Character for character, transcribe the entries below, minus the images.
*** Opening of Data supplied ***
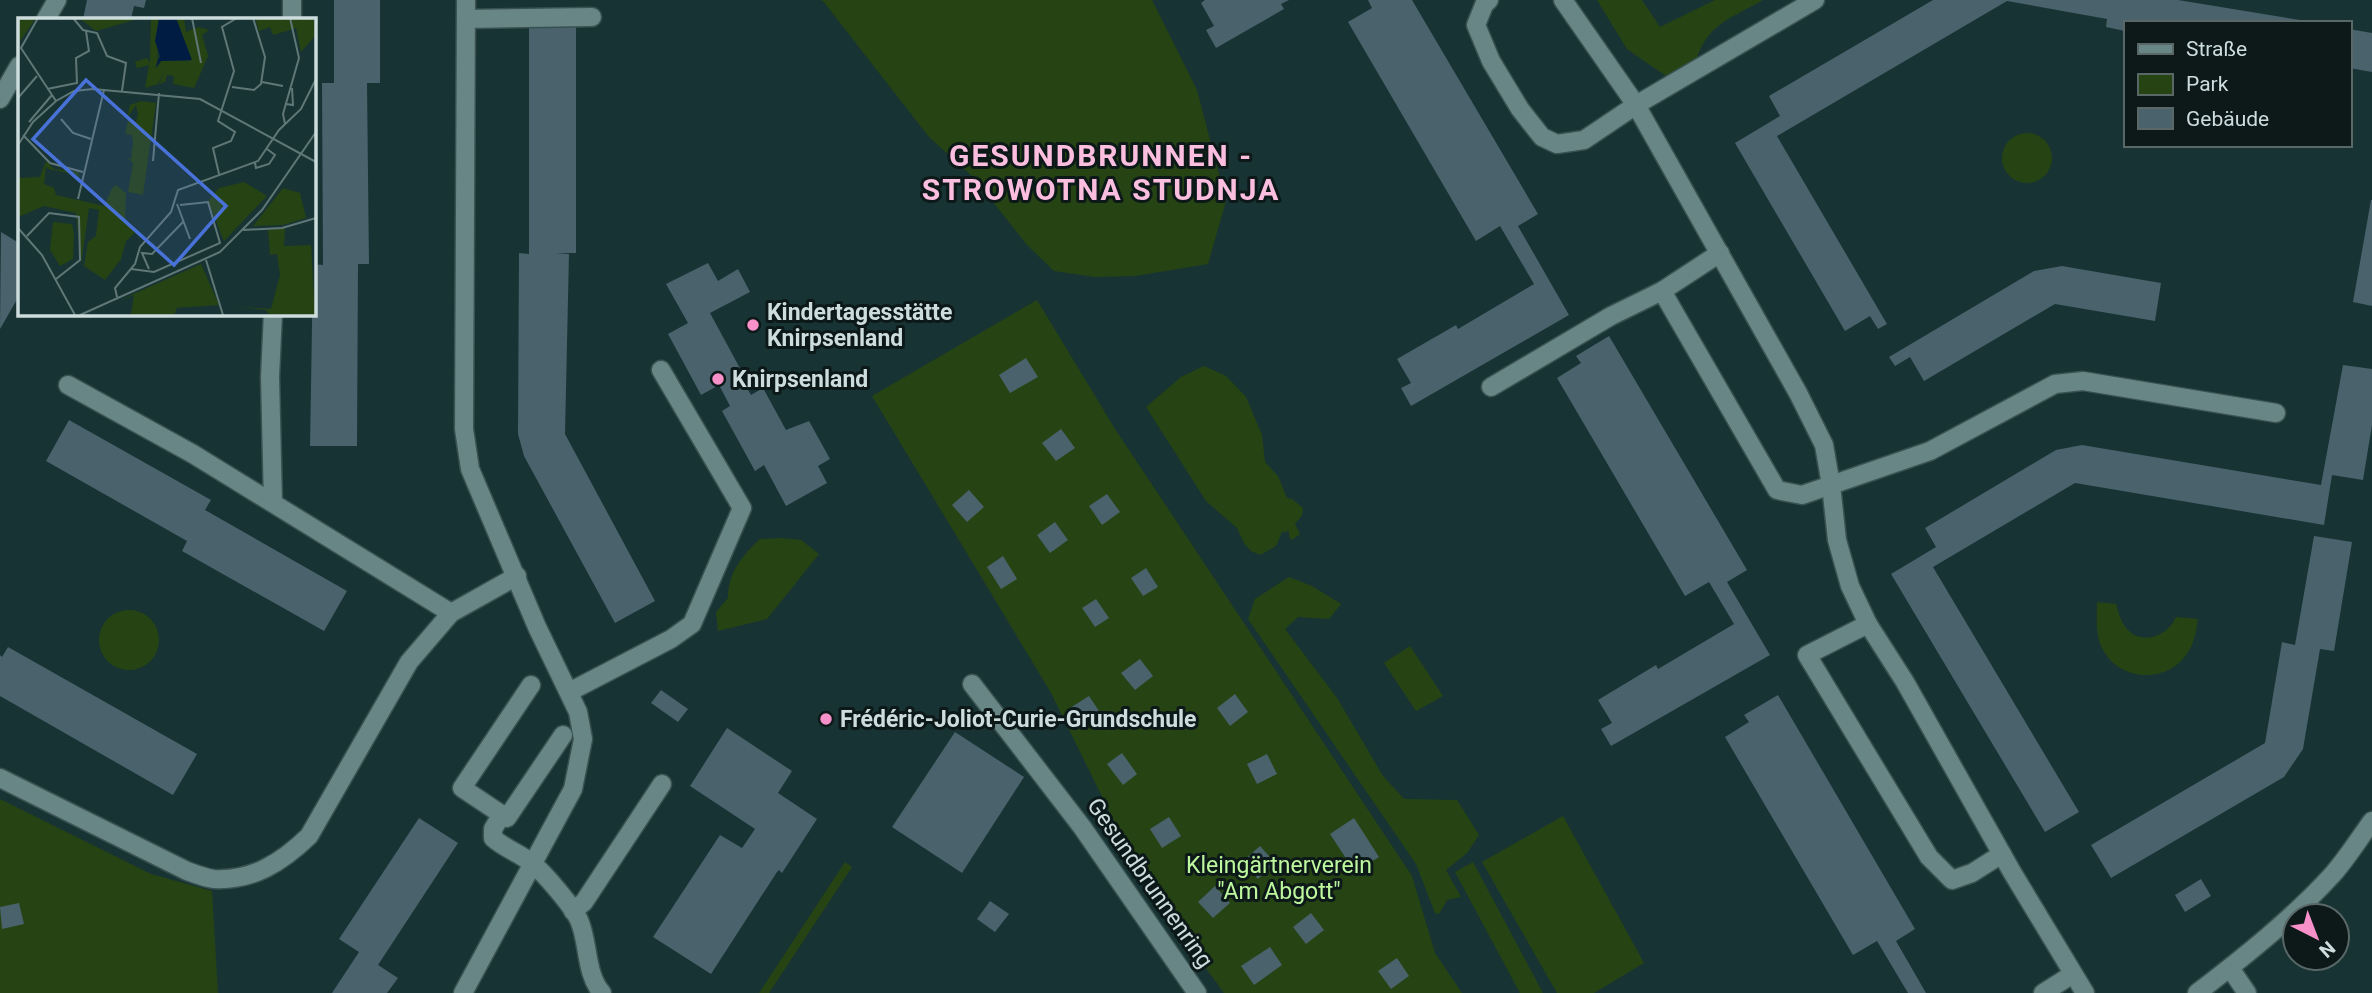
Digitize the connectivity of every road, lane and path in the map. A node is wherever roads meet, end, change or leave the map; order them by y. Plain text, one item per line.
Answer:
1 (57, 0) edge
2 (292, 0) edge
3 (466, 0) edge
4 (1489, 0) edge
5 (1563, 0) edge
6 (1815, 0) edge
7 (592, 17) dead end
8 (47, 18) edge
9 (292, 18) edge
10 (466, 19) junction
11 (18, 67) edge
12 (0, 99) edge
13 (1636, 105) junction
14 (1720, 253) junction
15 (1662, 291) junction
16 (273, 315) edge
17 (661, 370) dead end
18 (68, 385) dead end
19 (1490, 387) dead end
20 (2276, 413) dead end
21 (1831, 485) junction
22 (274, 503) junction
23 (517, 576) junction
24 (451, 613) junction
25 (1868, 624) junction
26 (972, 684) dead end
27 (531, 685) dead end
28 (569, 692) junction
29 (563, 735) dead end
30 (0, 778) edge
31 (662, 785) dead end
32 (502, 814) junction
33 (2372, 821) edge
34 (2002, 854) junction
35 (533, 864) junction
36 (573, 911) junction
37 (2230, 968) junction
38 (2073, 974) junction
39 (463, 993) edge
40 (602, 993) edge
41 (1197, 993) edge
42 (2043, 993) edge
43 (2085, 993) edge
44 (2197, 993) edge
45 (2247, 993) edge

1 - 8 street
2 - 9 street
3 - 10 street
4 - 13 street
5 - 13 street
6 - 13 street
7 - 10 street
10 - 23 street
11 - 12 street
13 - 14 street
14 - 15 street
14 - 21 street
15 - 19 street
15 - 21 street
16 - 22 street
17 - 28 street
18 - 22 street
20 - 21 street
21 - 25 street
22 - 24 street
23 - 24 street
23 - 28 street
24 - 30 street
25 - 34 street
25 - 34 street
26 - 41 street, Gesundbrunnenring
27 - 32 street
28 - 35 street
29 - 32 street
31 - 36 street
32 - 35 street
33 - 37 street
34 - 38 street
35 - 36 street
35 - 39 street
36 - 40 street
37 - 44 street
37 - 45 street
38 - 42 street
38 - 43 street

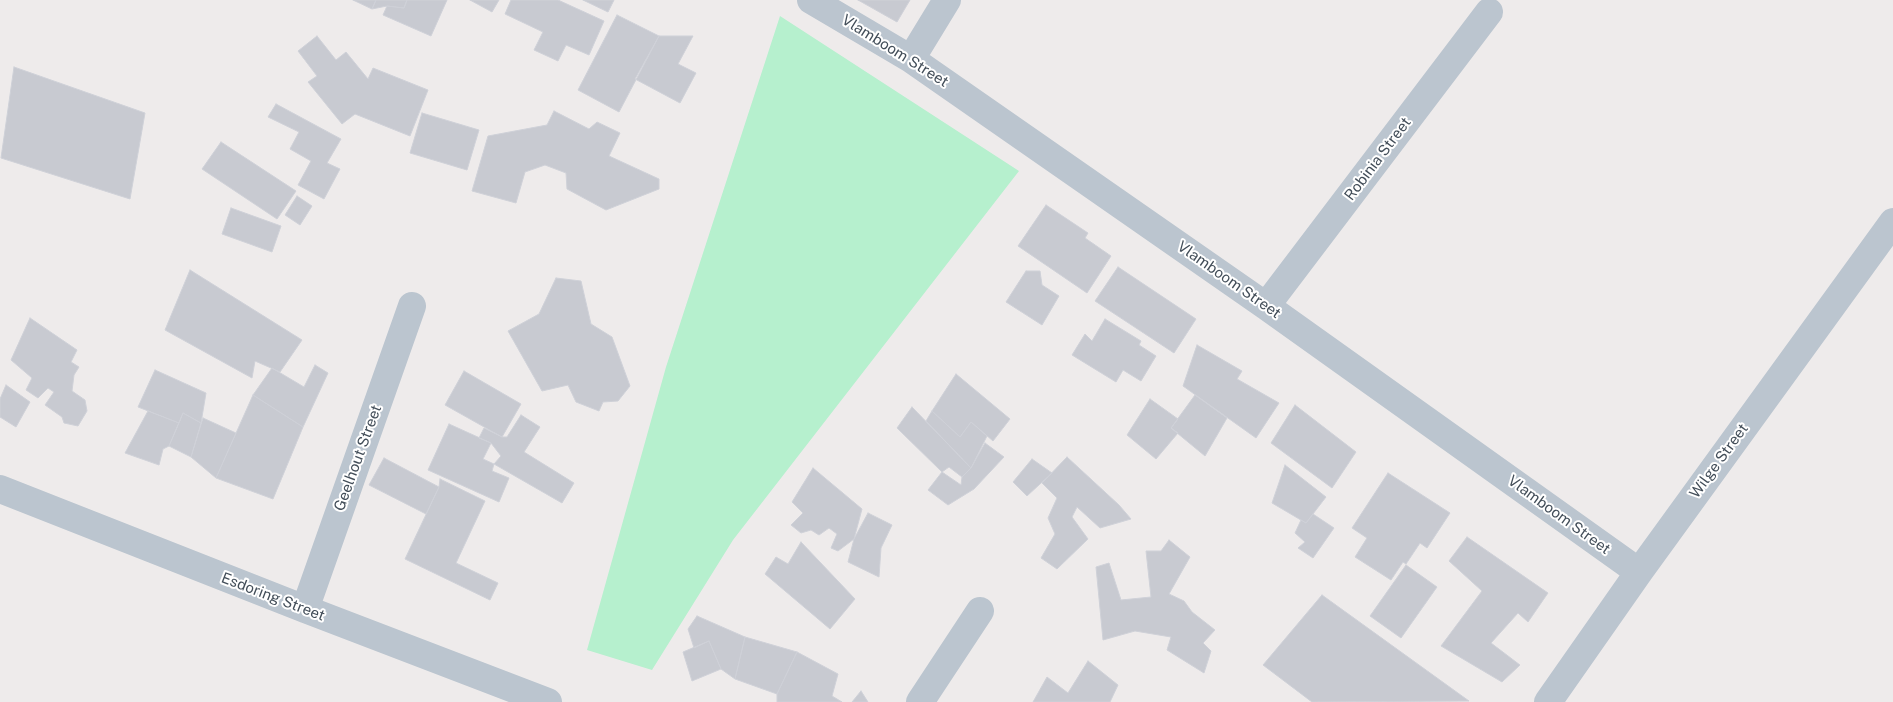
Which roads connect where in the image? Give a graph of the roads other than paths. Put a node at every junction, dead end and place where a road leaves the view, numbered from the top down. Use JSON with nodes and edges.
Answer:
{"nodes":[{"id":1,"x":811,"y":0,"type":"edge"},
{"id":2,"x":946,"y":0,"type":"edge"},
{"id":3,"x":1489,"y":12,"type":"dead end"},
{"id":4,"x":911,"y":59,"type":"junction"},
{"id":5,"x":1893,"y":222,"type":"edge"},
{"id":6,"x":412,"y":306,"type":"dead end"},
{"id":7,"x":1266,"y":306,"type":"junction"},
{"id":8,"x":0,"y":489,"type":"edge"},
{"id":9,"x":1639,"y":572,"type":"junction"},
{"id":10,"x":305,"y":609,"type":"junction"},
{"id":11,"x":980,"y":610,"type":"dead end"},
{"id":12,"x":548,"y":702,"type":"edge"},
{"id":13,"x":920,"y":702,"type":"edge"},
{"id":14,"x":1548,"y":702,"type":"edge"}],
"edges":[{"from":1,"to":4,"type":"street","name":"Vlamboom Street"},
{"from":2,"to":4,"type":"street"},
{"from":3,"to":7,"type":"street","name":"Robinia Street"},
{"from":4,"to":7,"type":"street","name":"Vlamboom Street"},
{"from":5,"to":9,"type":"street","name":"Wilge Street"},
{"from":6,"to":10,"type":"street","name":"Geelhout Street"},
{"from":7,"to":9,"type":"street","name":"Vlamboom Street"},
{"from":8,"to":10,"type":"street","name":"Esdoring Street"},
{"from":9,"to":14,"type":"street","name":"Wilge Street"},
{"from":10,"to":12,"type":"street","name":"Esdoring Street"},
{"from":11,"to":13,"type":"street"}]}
*** Close of Data supplied ***
Solution ::
Digitize the connectivity of every road, lane and path in the map. A node is wherever roads meet, end, change or leave the map; order them by y. Plain text, one item per line.
Answer:
1 (57, 0) edge
2 (292, 0) edge
3 (466, 0) edge
4 (1489, 0) edge
5 (1563, 0) edge
6 (1815, 0) edge
7 (592, 17) dead end
8 (47, 18) edge
9 (292, 18) edge
10 (466, 19) junction
11 (18, 67) edge
12 (0, 99) edge
13 (1636, 105) junction
14 (1720, 253) junction
15 (1662, 291) junction
16 (273, 315) edge
17 (661, 370) dead end
18 (68, 385) dead end
19 (1490, 387) dead end
20 (2276, 413) dead end
21 (1831, 485) junction
22 (274, 503) junction
23 (517, 576) junction
24 (451, 613) junction
25 (1868, 624) junction
26 (972, 684) dead end
27 (531, 685) dead end
28 (569, 692) junction
29 (563, 735) dead end
30 (0, 778) edge
31 (662, 785) dead end
32 (502, 814) junction
33 (2372, 821) edge
34 (2002, 854) junction
35 (533, 864) junction
36 (573, 911) junction
37 (2230, 968) junction
38 (2073, 974) junction
39 (463, 993) edge
40 (602, 993) edge
41 (1197, 993) edge
42 (2043, 993) edge
43 (2085, 993) edge
44 (2197, 993) edge
45 (2247, 993) edge

1 - 8 street
2 - 9 street
3 - 10 street
4 - 13 street
5 - 13 street
6 - 13 street
7 - 10 street
10 - 23 street
11 - 12 street
13 - 14 street
14 - 15 street
14 - 21 street
15 - 19 street
15 - 21 street
16 - 22 street
17 - 28 street
18 - 22 street
20 - 21 street
21 - 25 street
22 - 24 street
23 - 24 street
23 - 28 street
24 - 30 street
25 - 34 street
25 - 34 street
26 - 41 street, Gesundbrunnenring
27 - 32 street
28 - 35 street
29 - 32 street
31 - 36 street
32 - 35 street
33 - 37 street
34 - 38 street
35 - 36 street
35 - 39 street
36 - 40 street
37 - 44 street
37 - 45 street
38 - 42 street
38 - 43 street

Which roads connect where in the image? Give a graph of the roads other than paths. Put a node at every junction, dead end and place where a road leaves the view, numbered from the top down. Use JSON with nodes and edges.
Answer:
{"nodes":[{"id":1,"x":811,"y":0,"type":"edge"},
{"id":2,"x":946,"y":0,"type":"edge"},
{"id":3,"x":1489,"y":12,"type":"dead end"},
{"id":4,"x":911,"y":59,"type":"junction"},
{"id":5,"x":1893,"y":222,"type":"edge"},
{"id":6,"x":412,"y":306,"type":"dead end"},
{"id":7,"x":1266,"y":306,"type":"junction"},
{"id":8,"x":0,"y":489,"type":"edge"},
{"id":9,"x":1639,"y":572,"type":"junction"},
{"id":10,"x":305,"y":609,"type":"junction"},
{"id":11,"x":980,"y":610,"type":"dead end"},
{"id":12,"x":548,"y":702,"type":"edge"},
{"id":13,"x":920,"y":702,"type":"edge"},
{"id":14,"x":1548,"y":702,"type":"edge"}],
"edges":[{"from":1,"to":4,"type":"street","name":"Vlamboom Street"},
{"from":2,"to":4,"type":"street"},
{"from":3,"to":7,"type":"street","name":"Robinia Street"},
{"from":4,"to":7,"type":"street","name":"Vlamboom Street"},
{"from":5,"to":9,"type":"street","name":"Wilge Street"},
{"from":6,"to":10,"type":"street","name":"Geelhout Street"},
{"from":7,"to":9,"type":"street","name":"Vlamboom Street"},
{"from":8,"to":10,"type":"street","name":"Esdoring Street"},
{"from":9,"to":14,"type":"street","name":"Wilge Street"},
{"from":10,"to":12,"type":"street","name":"Esdoring Street"},
{"from":11,"to":13,"type":"street"}]}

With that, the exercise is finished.